La Argentina ostenta un triste récord de anormalidades, único en el mundo. Uno de ellos representa de modo cabal nuestro drama como sociedad: desde la posguerra vivimos la mayor decadencia económica y social del mundo occidental.

Para no remontarnos a épocas tan lejanas, en la década comprendida entre los años 2012 y 2021, el PBI del país cayó el 3,2%, un dato que solo significa una cosa: estancamiento económico. Que se agrava si consideráramos que la caída del PBI per cápita fue del 14%. En el mismo período, el índice de precios al consumidor creció la astronómica cifra de 2230%, un guarismo de inflación incompresible en otras latitudes. En el mundo académico, la combinación de estancamiento e inflación tiene un nombre, que es el infierno más temido: estanflación. La consecuencia directa de la estanflación argentina es trágica: el 50% de la población se encuentra bajo la línea de la pobreza.
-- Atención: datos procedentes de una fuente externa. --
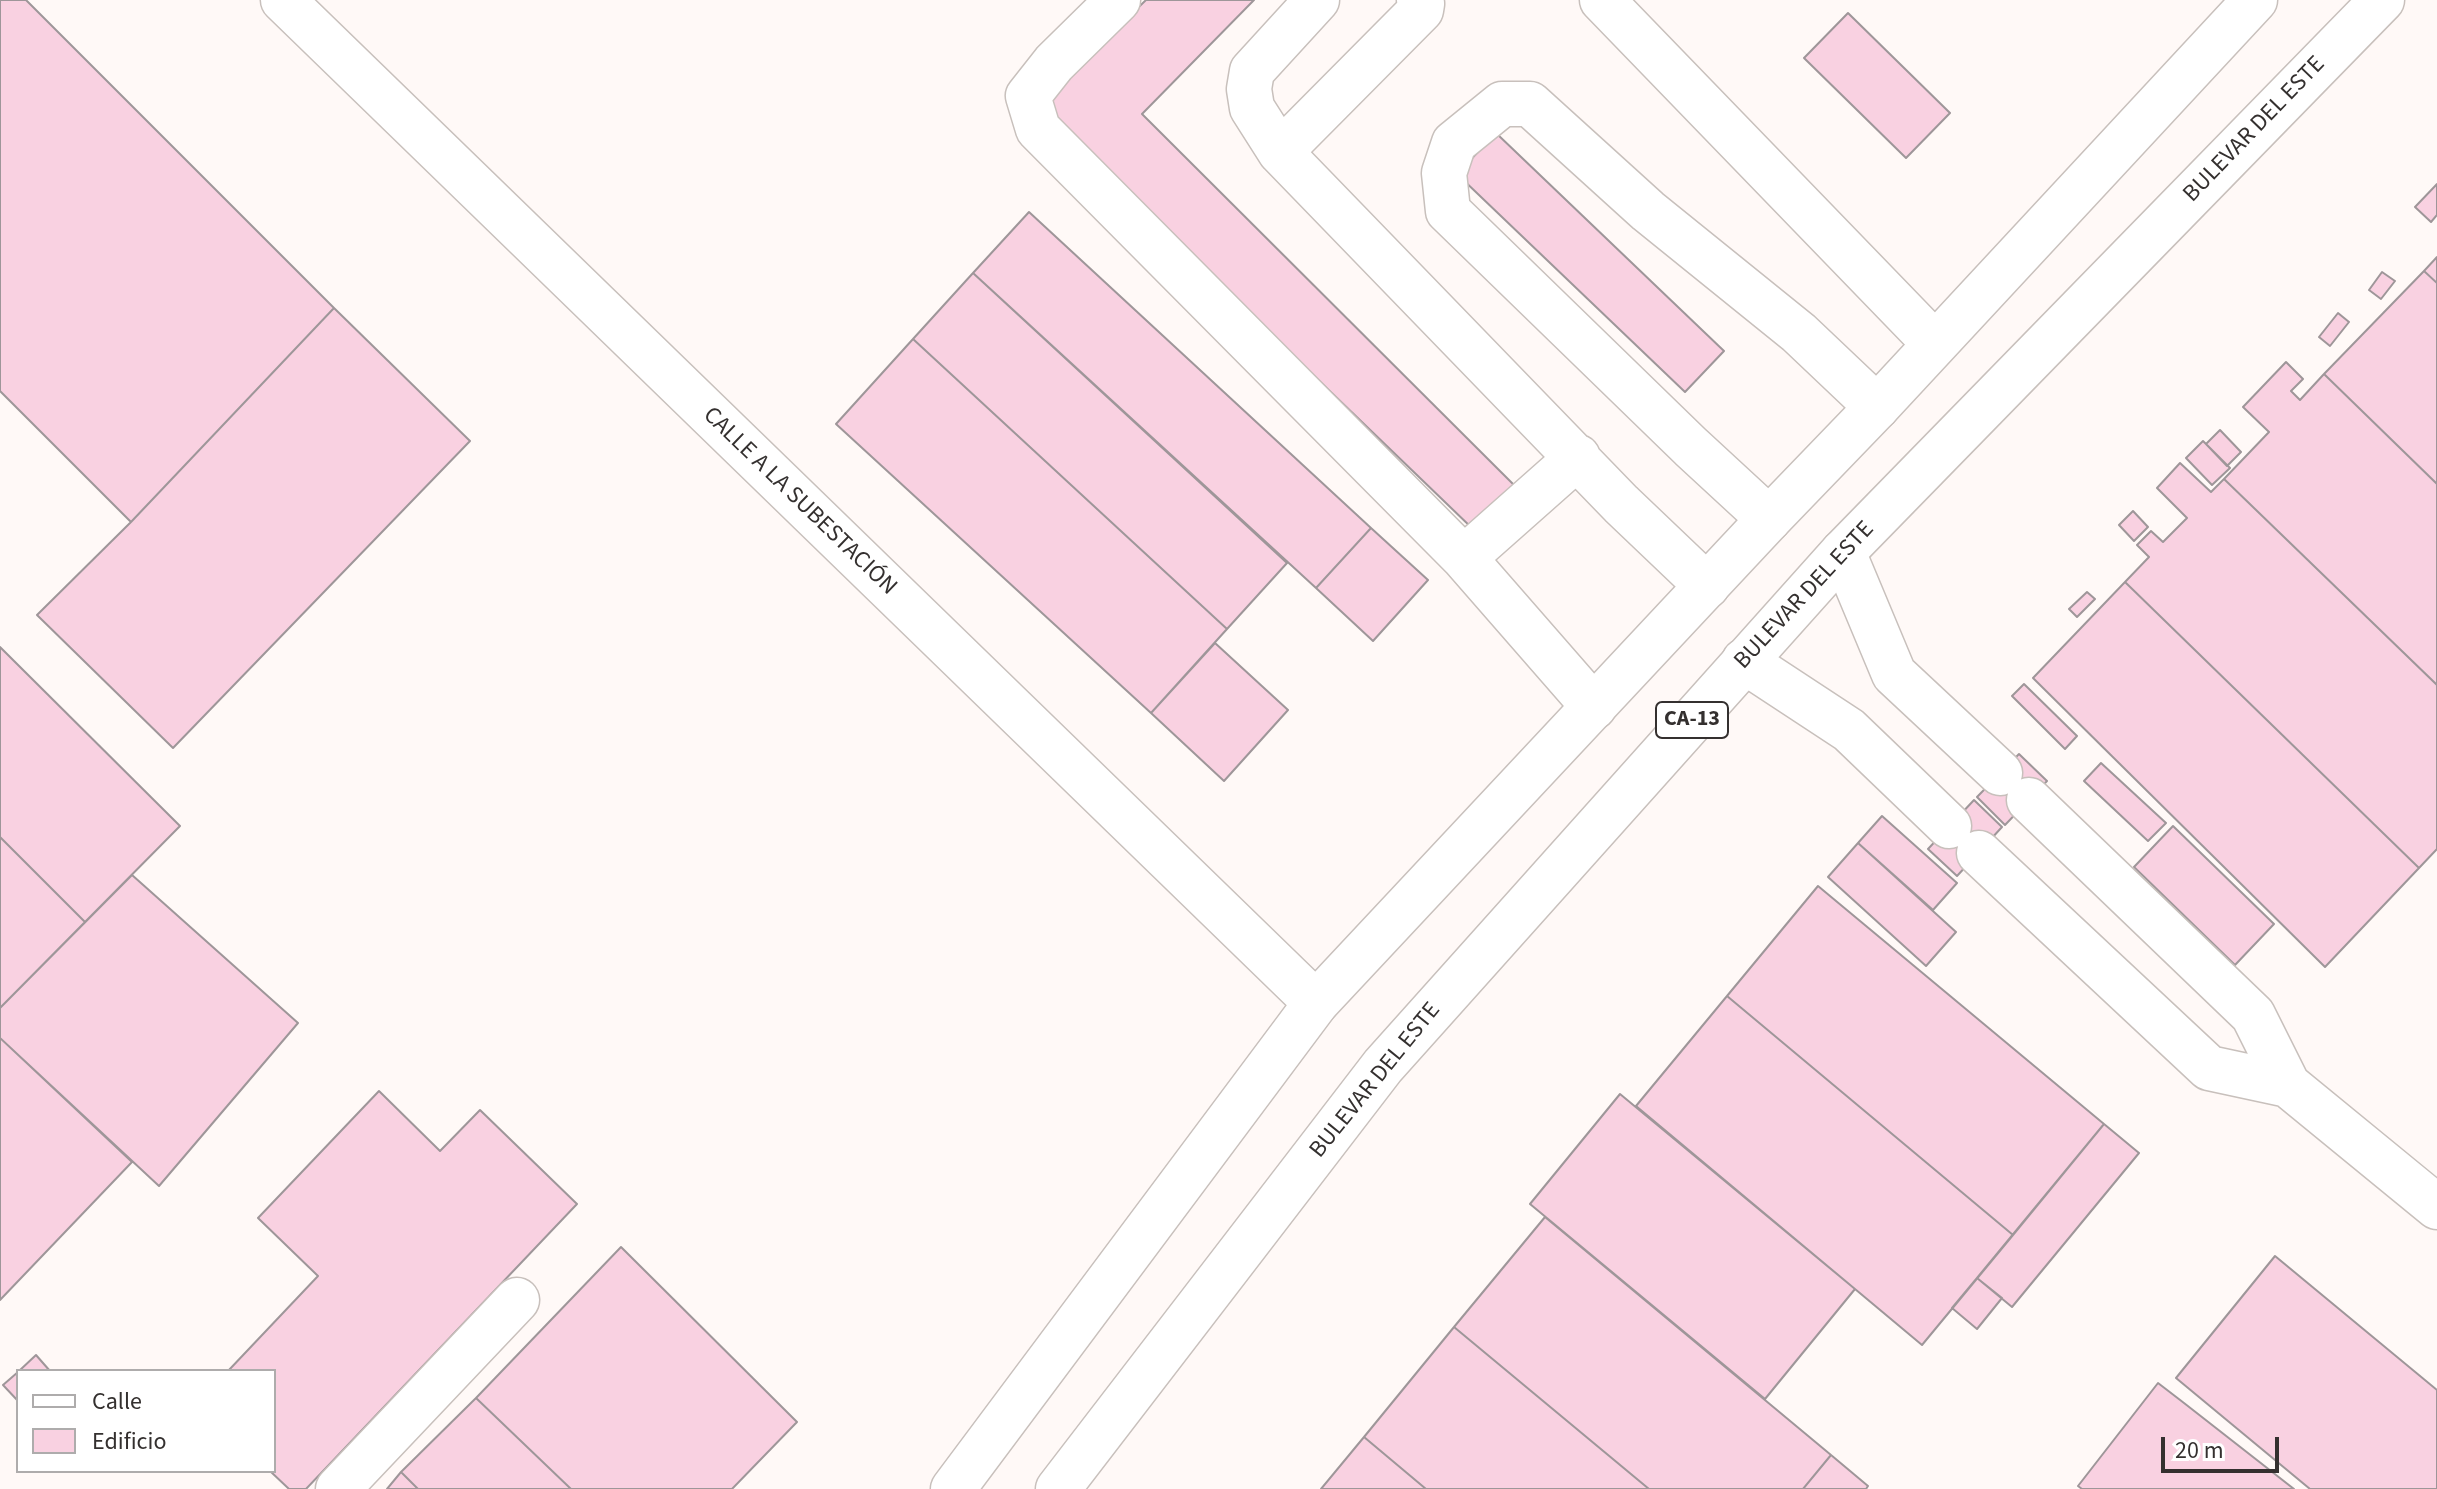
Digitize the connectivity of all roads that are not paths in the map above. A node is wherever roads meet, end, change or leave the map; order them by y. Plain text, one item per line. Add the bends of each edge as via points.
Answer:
1 (283, 0) edge
2 (1118, 0) edge
3 (1317, 0) edge
4 (1419, 0) edge
5 (1602, 0) edge
6 (2255, 0) edge
7 (2382, 0) edge
8 (1280, 152) junction
9 (1934, 343) junction
10 (1877, 407) junction
11 (1578, 457) junction
12 (1769, 519) junction
13 (1843, 552) junction
14 (1464, 558) junction
15 (1707, 586) junction
16 (1744, 661) junction
17 (1594, 707) junction
18 (1316, 1003) junction
19 (2288, 1085) junction
20 (2437, 1207) edge
21 (517, 1300) dead end
22 (1117, 1412) junction
23 (338, 1489) edge
24 (953, 1489) edge
25 (1031, 1489) edge
26 (1058, 1489) edge

1 - 18 main road, CALLE A LA SUBESTACIÓN
2 - 14 main road via 1028,96 1038,129
3 - 8 main road via 1252,71 1252,108
4 - 8 main road via 1421,10
5 - 9 main road
6 - 9 main road
7 - 13 main road, BULEVAR DEL ESTE / CA-13
8 - 11 main road
9 - 10 main road
10 - 12 main road
10 - 12 main road via 1799,333 1648,211 1530,104 1502,104 1454,143 1444,173 1448,211
11 - 14 main road
11 - 15 main road
12 - 15 main road
13 - 16 main road, BULEVAR DEL ESTE / CA-13
13 - 19 main road via 1894,674 2253,1015
14 - 17 main road
15 - 17 main road
16 - 19 main road via 1849,730 2209,1068
16 - 22 main road, BULEVAR DEL ESTE / CA-13 via 1383,1066
17 - 18 main road
18 - 24 main road
19 - 20 main road
21 - 23 main road
22 - 25 main road
22 - 26 main road, BULEVAR DEL ESTE / CA-13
A esta decadencia contribuyeron todos los gobiernos, sin excepción. Porque debe afirmarse que la responsabilidad primaria de nuestro retroceso se debe fundamentalmente a los dirigentes políticos. Muchas veces se escucha que los problemas argentinos son responsabilidad de toda la clase dirigente, incluyendo en ella a empresarios, gremialistas, la Iglesia, intelectuales, etc. Pero estrictamente ello no es cierto. Es apenas una excusa a la que apelan los políticos para distribuir culpas, ya que no pueden distribuir riqueza. En una democracia las fuerzas políticas que actúan en representación del pueblo son los depositarios de la misión de gobernar y crear las condiciones para el desenvolvimiento de la sociedad civil. Que la política se escude en el resto de la sociedad para justificar sus fracasos es una muestra acabada de su impotencia para torcer el rumbo de bancarrota que llevamos. Es la política la que construyó la grieta que divide a los argentinos y es la política la que nunca logró un mínimo de consensos en materia social y económica. Y que no se diga que los pueblos tienen los gobiernos que se merecen, porque en el país han gobernado todas las fuerzas políticas y los ciudadanos les han otorgado su voto premio y su voto castigo alternadamente, sin que mejore la calidad de vida de los argentinos.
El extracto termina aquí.